You'd need #"41.7 mL"# of citric acid for this particular buffer.
You need to find two equations that you can use to determine the volume of the citric acid solution. The first one will be
#V_("buffer") = V_1 + V_2 = "125 mL" = "0.125 L"# (1)
The total volume of the buffer solution will be equal to the sum of the two solutions mixed together - #V_1# is the volume of the citric acid solution, while #V_2# is the volume of the sodium citrate solution.

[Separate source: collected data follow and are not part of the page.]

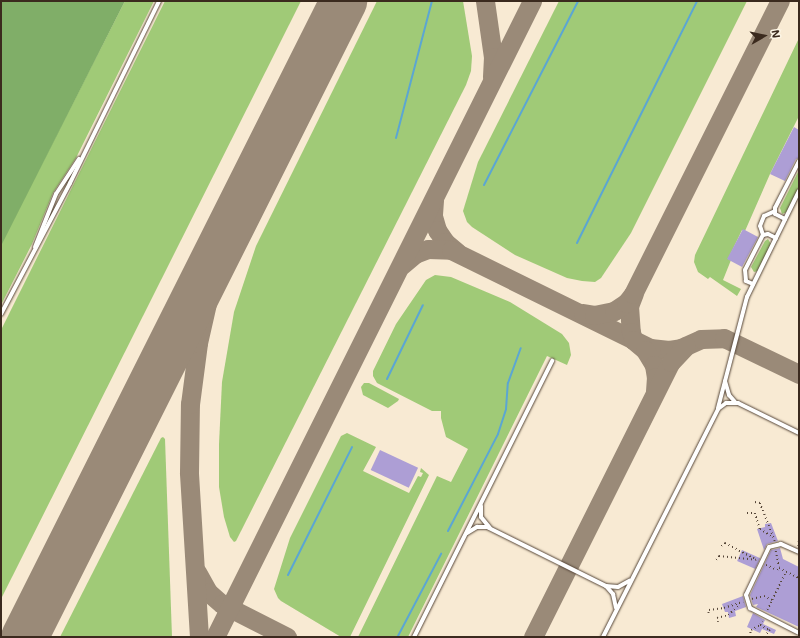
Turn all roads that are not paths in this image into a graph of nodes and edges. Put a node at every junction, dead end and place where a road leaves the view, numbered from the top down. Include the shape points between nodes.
1 (159, 1) edge
2 (84, 151) junction
3 (799, 161) edge
4 (799, 191) edge
5 (775, 211) junction
6 (785, 219) junction
7 (763, 235) junction
8 (776, 238) junction
9 (34, 253) junction
10 (753, 284) junction
11 (1, 314) edge
12 (552, 361) dead end
13 (724, 381) junction
14 (735, 402) junction
15 (718, 409) junction
16 (799, 433) edge
17 (481, 503) junction
18 (492, 529) junction
19 (464, 536) junction
20 (799, 552) edge
21 (631, 579) junction
22 (606, 586) junction
23 (616, 610) junction
24 (799, 633) edge
25 (414, 637) edge
26 (603, 637) edge

1 - 2 lane
2 - 9 lane
2 - 9 lane via 56,194
3 - 5 lane
4 - 6 lane
5 - 6 lane via 775,214
5 - 7 lane via 766,214 762,220 760,226
6 - 8 lane
7 - 8 lane via 768,234
7 - 10 lane via 744,270 746,280
8 - 10 lane
9 - 11 lane
10 - 13 lane via 743,308
12 - 17 lane
13 - 14 lane via 729,395
13 - 15 lane
14 - 15 lane via 726,403
14 - 16 lane
15 - 21 lane
17 - 18 lane via 481,517
17 - 19 lane
18 - 19 lane via 477,528
18 - 22 lane
19 - 25 lane
20 - 24 lane via 785,544 769,547 759,561 747,590 746,600 753,610
21 - 22 lane via 618,587
21 - 23 lane
22 - 23 lane via 613,594
23 - 26 lane

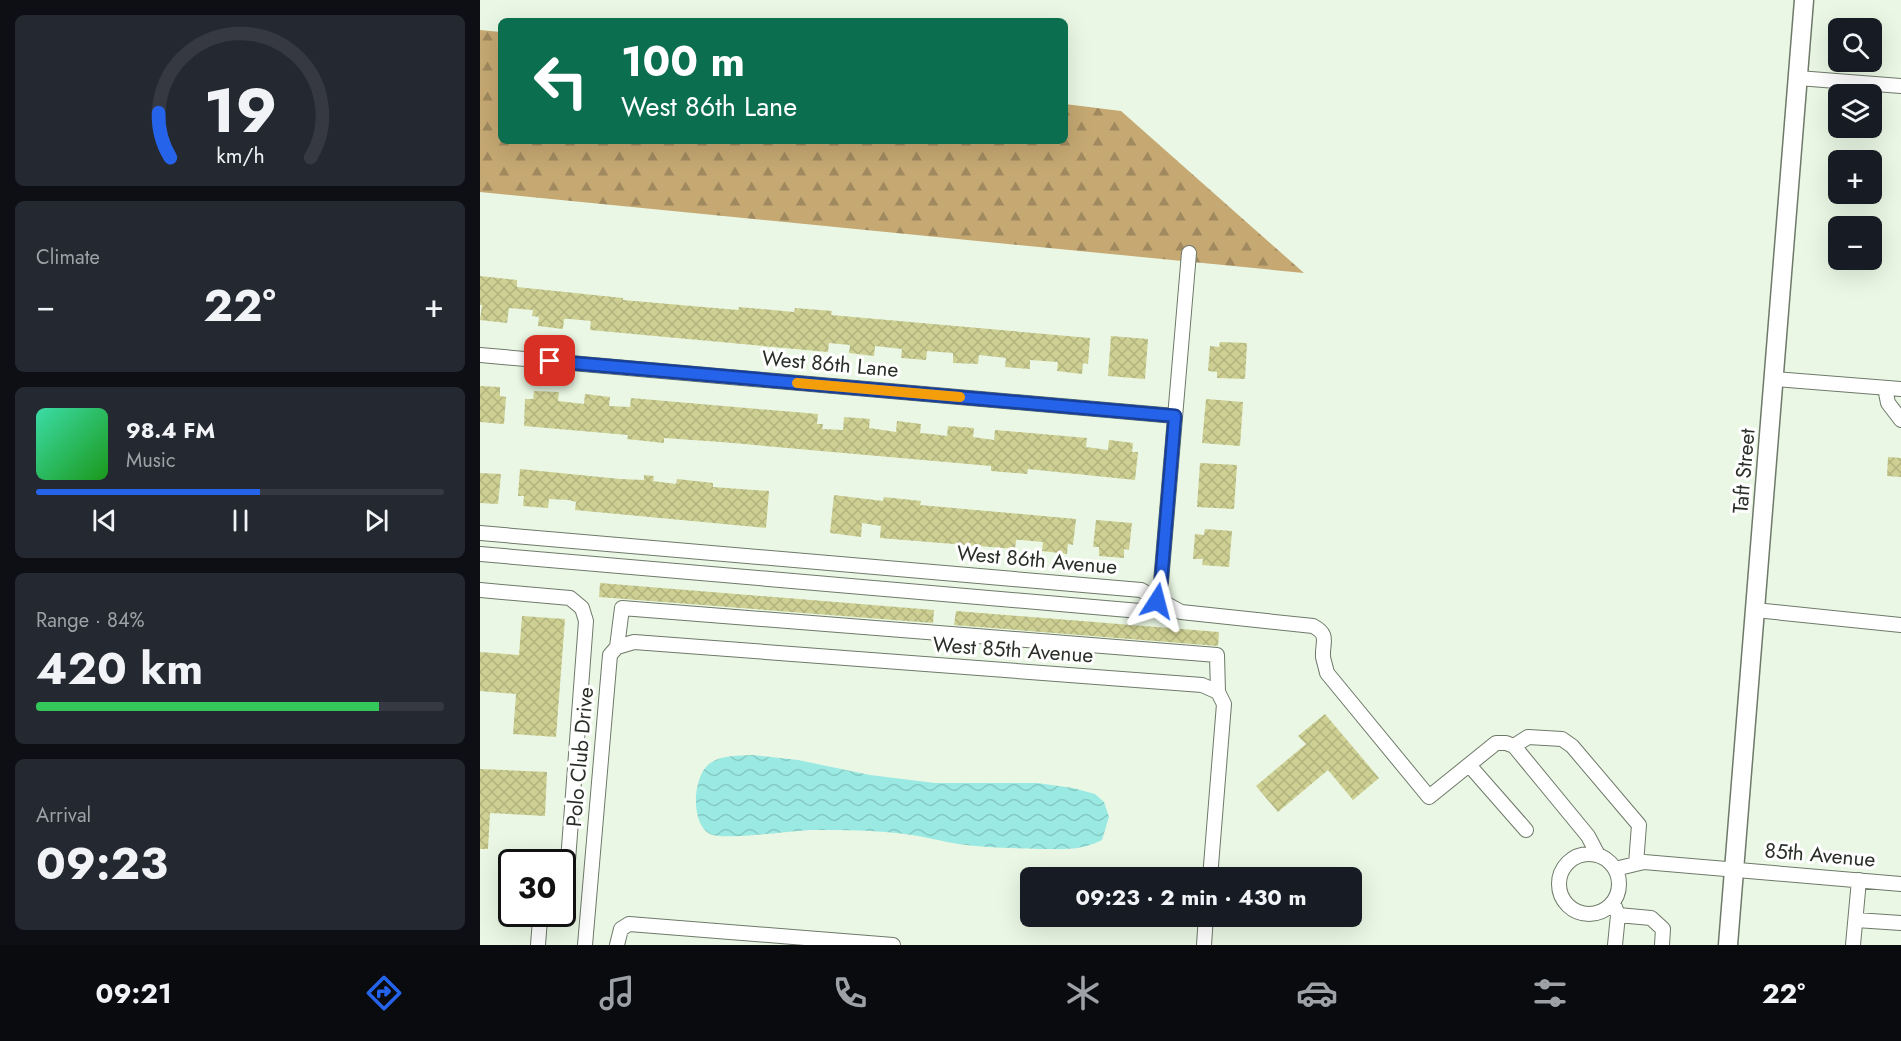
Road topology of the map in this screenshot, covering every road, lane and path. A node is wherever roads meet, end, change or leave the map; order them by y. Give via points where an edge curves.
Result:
1 (1804, 0) edge
2 (1798, 78) junction
3 (1901, 86) edge
4 (1189, 253) dead end
5 (480, 355) edge
6 (1774, 379) junction
7 (1885, 388) junction
8 (1901, 389) edge
9 (1175, 416) junction
10 (1901, 420) edge
11 (480, 533) edge
12 (480, 554) edge
13 (480, 590) edge
14 (1157, 601) junction
15 (1755, 610) junction
16 (1901, 625) edge
17 (616, 646) junction
18 (1218, 692) junction
19 (1514, 746) junction
20 (1469, 765) junction
21 (1526, 830) dead end
22 (569, 849) edge
23 (1598, 855) junction
24 (1636, 864) junction
25 (1211, 867) edge
26 (1616, 869) junction
27 (1734, 869) junction
28 (1859, 880) junction
29 (1901, 884) edge
30 (1616, 909) junction
31 (1856, 920) junction
32 (1901, 923) edge
33 (539, 927) edge
34 (1205, 927) edge
35 (538, 945) edge
36 (585, 945) edge
37 (617, 945) edge
38 (893, 945) edge
39 (1204, 945) edge
40 (1615, 945) edge
41 (1662, 945) edge
42 (1728, 945) edge
43 (1853, 945) edge

1 - 2 main road, Taft Street
2 - 3 street
2 - 6 main road, Taft Street
4 - 9 street
5 - 9 street, West 86th Lane
6 - 7 street
6 - 15 main road, Taft Street
7 - 8 street
7 - 10 street via 1888,403
9 - 14 street
11 - 14 street, West 86th Avenue via 1141,590
12 - 14 street, West 86th Avenue via 1140,611
13 - 22 street via 570,598 582,608 586,621
14 - 20 street via 1181,612 1321,630 1327,672 1429,797
15 - 16 street
15 - 27 main road, Taft Street
17 - 18 street, West 85th Avenue via 634,642 1202,686
17 - 18 street, Polo Club Drive via 622,608 1217,655
17 - 36 street, Polo Club Drive via 610,655
18 - 25 street via 1224,704
19 - 20 street via 1496,743
19 - 23 street via 1588,836
19 - 24 street via 1528,737 1562,739 1572,746 1639,825
20 - 21 street
23 - 26 street
23 - 30 street via 1578,856 1569,861 1563,869 1560,889 1577,912
24 - 26 street, 85th Avenue
24 - 27 street, 85th Avenue
26 - 30 street via 1620,886
27 - 28 street, 85th Avenue
27 - 42 main road, Taft Street
28 - 29 street, 85th Avenue
28 - 31 street
30 - 40 street
30 - 41 street via 1651,918 1663,929
31 - 32 street
31 - 43 street
33 - 35 street
34 - 39 street
37 - 38 street via 621,929 629,924

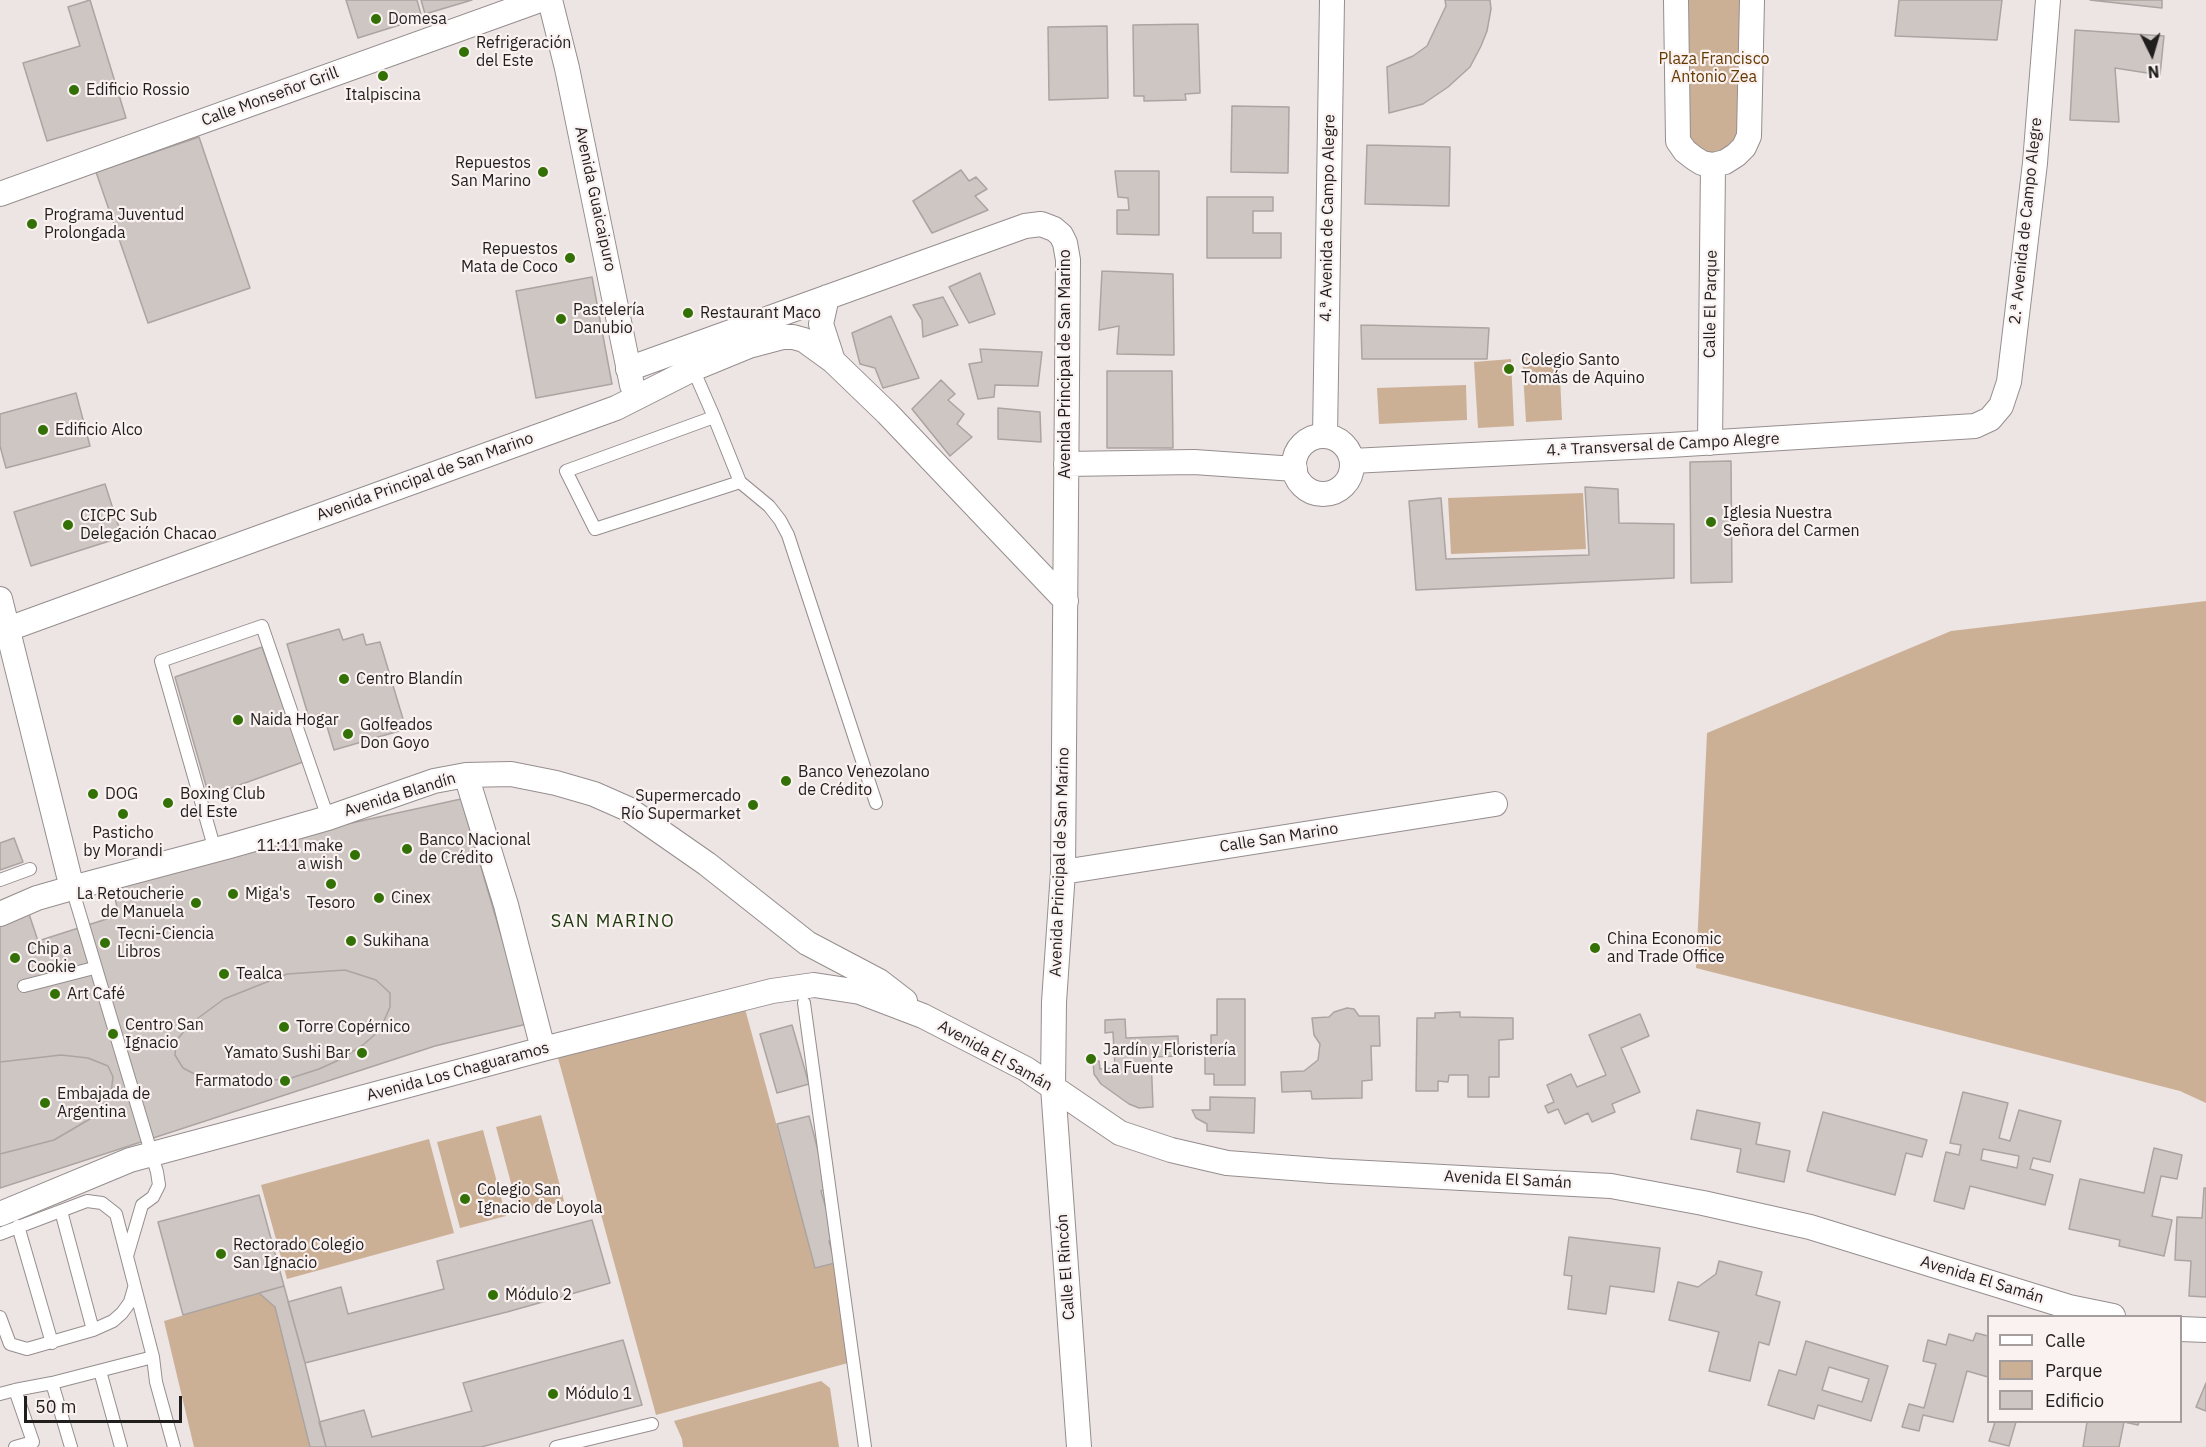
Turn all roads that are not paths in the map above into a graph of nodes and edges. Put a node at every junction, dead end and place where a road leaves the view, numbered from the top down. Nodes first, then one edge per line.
1 (540, 0) edge
2 (550, 0) edge
3 (1332, 0) edge
4 (1676, 0) edge
5 (1752, 0) edge
6 (2048, 0) edge
7 (1713, 165) junction
8 (0, 194) edge
9 (827, 297) junction
10 (834, 361) junction
11 (628, 369) junction
12 (693, 369) junction
13 (635, 399) junction
14 (714, 417) junction
15 (1975, 426) joint
16 (1325, 436) junction
17 (1710, 443) junction
18 (1352, 461) junction
19 (1066, 464) junction
20 (1294, 469) junction
21 (740, 482) junction
22 (0, 599) edge
23 (1066, 601) junction
24 (8, 629) junction
25 (466, 775) junction
26 (876, 803) dead end
27 (1495, 804) dead end
28 (328, 818) junction
29 (215, 849) junction
30 (30, 869) dead end
31 (1063, 872) junction
32 (0, 880) edge
33 (72, 888) junction
34 (0, 914) edge
35 (807, 943) junction
36 (94, 968) junction
37 (24, 986) dead end
38 (809, 994) junction
39 (923, 1016) junction
40 (543, 1049) junction
41 (1053, 1087) junction
42 (152, 1154) junction
43 (61, 1211) junction
44 (9, 1220) edge
45 (0, 1234) edge
46 (127, 1256) junction
47 (134, 1288) junction
48 (2104, 1315) edge
49 (0, 1317) edge
50 (2182, 1329) edge
51 (93, 1330) junction
52 (2206, 1330) edge
53 (52, 1343) junction
54 (153, 1357) junction
55 (100, 1371) junction
56 (52, 1383) junction
57 (15, 1390) junction
58 (0, 1394) edge
59 (652, 1424) dead end
60 (34, 1444) edge
61 (15, 1447) edge
62 (71, 1447) edge
63 (121, 1447) edge
64 (174, 1447) edge
65 (556, 1447) edge
66 (865, 1447) edge
67 (1079, 1447) edge

1 - 8 street, Calle Monseñor Grill
2 - 11 street, Avenida Guaicaipuro
3 - 16 street, 4.ª Avenida de Campo Alegre
4 - 7 street
5 - 7 street
6 - 15 street, 2.ª Avenida de Campo Alegre
7 - 17 street, Calle El Parque
9 - 10 street, Avenida Principal de San Marino
9 - 11 street, Avenida Principal de San Marino
9 - 19 street, Avenida Principal de San Marino
10 - 12 street, Avenida Principal de San Marino
10 - 23 street, Avenida Principal de San Marino
11 - 13 street, Avenida Guaicaipuro
12 - 13 street, Avenida Principal de San Marino
12 - 14 lane
13 - 24 street, Avenida Principal de San Marino
14 - 21 lane
14 - 21 lane
15 - 17 street, 4.ª Transversal de Campo Alegre
16 - 18 street
16 - 20 street
17 - 18 street, 4.ª Transversal de Campo Alegre
18 - 20 street
19 - 20 street
19 - 23 street, Avenida Principal de San Marino
21 - 26 lane
22 - 24 street
23 - 31 street, Avenida Principal de San Marino
24 - 33 street
25 - 28 street, Avenida Blandín
25 - 35 street, Avenida Blandín
25 - 40 street
27 - 31 street, Calle San Marino
28 - 29 street, Avenida Blandín
28 - 29 lane
29 - 33 street, Avenida Blandín
30 - 32 lane
31 - 41 street, Avenida Principal de San Marino
33 - 34 street, Avenida Blandín
33 - 36 lane
35 - 38 street
35 - 39 street, Avenida Blandín
36 - 37 lane
36 - 42 lane
38 - 39 street, Avenida Los Chaguaramos
38 - 40 street, Avenida Los Chaguaramos
38 - 66 lane
39 - 41 street, Avenida El Samán
40 - 42 street, Avenida Los Chaguaramos
41 - 48 street, Avenida El Samán
41 - 67 street, Calle El Rincón
42 - 44 street, Avenida Los Chaguaramos
42 - 46 lane
43 - 44 lane
43 - 46 lane
43 - 51 lane
44 - 45 lane
44 - 53 lane
46 - 47 lane
47 - 51 lane
47 - 54 lane
49 - 53 lane
50 - 52 street
51 - 53 lane
54 - 55 lane
54 - 64 lane
55 - 56 lane
55 - 63 lane
56 - 57 lane
56 - 62 lane
57 - 58 lane
57 - 60 lane
59 - 65 lane
60 - 61 lane

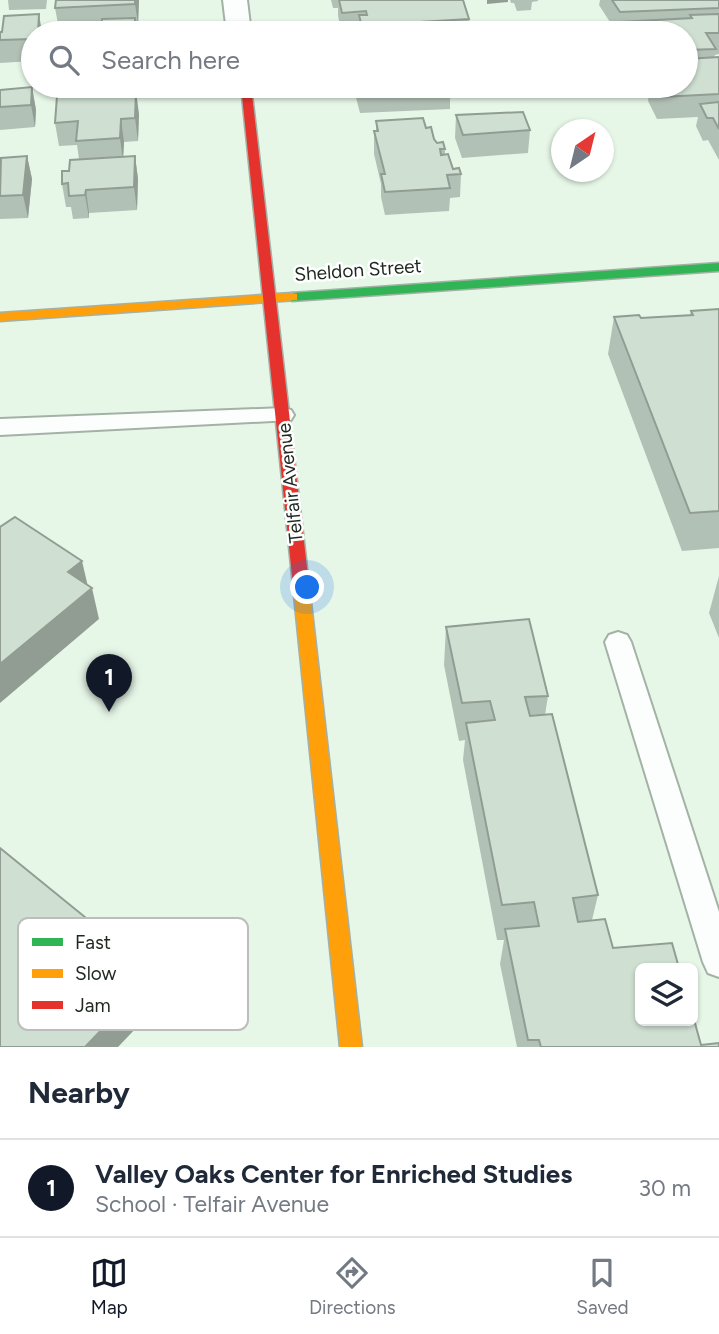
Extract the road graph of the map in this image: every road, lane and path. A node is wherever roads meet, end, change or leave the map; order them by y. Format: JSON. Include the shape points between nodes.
{"nodes":[{"id":1,"x":236,"y":0,"type":"edge"},
{"id":2,"x":238,"y":21,"type":"edge"},
{"id":3,"x":247,"y":98,"type":"edge"},
{"id":4,"x":719,"y":267,"type":"edge"},
{"id":5,"x":270,"y":297,"type":"junction"},
{"id":6,"x":0,"y":317,"type":"edge"},
{"id":7,"x":283,"y":415,"type":"junction"},
{"id":8,"x":0,"y":427,"type":"edge"},
{"id":9,"x":618,"y":642,"type":"dead end"},
{"id":10,"x":719,"y":962,"type":"edge"},
{"id":11,"x":351,"y":1047,"type":"edge"}],
"edges":[{"from":1,"to":2,"type":"street"},
{"from":3,"to":5,"type":"street","name":"Telfair Avenue"},
{"from":4,"to":5,"type":"street","name":"Sheldon Street"},
{"from":5,"to":6,"type":"street","name":"Sheldon Street"},
{"from":5,"to":7,"type":"street","name":"Telfair Avenue"},
{"from":7,"to":8,"type":"lane"},
{"from":7,"to":11,"type":"street","name":"Telfair Avenue"},
{"from":9,"to":10,"type":"lane"}]}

Next, use the Henderson-Hasselbalch equation
#pH_("solution") = pKa + log(([C_6H_5O_7^(3-)])/([C_6H_8O_7]))#
#3.45 = 3.15 + log(([C_6H_5O_7^(3-)])/([C_6H_8O_7])) => ([C_6H_5O_7^(3-)])/([C_6H_8O_7]) = 2.0# (2)
Now, the concentration of the citric acid in the buffer is equal to
#C_("citric") = n_("citric")/(V_1+V_2)#
The number of moles of citric acid can be determined from the initial concentration
#n_("citric") = C * V_1 = "0.150 M" * V_1 = 0.150 * V_1#
Likewise, the concentration of the citrate is
#C_("citrate") = n_("citrate")/(V_1 + V_2)#, and
#n_("citrate") = C * V_2 = "0.150 M" * V_2 = 0.150 * V_2#
Plug all of this into equation (2) and you'll get
#(0.150 * V_2)/(V_1 + V_2) * (V_1 + V_2)/(0.150 * V_1) = 2.0#, or
#V_2/V_1 = 2 => V_2 = 2 * V_1#. Plug this into equation (1)
#V_1 + 2 * V_1 = 0.125 => V_1 = 0.125/3 = 0.0417#, which means that
#V_2 = 0.125 - 0.0417 = 0.0833#
Therefore, the volume for the citric acid solution will need to be
#V_1 = "0.0417 L" = "41.7 mL"#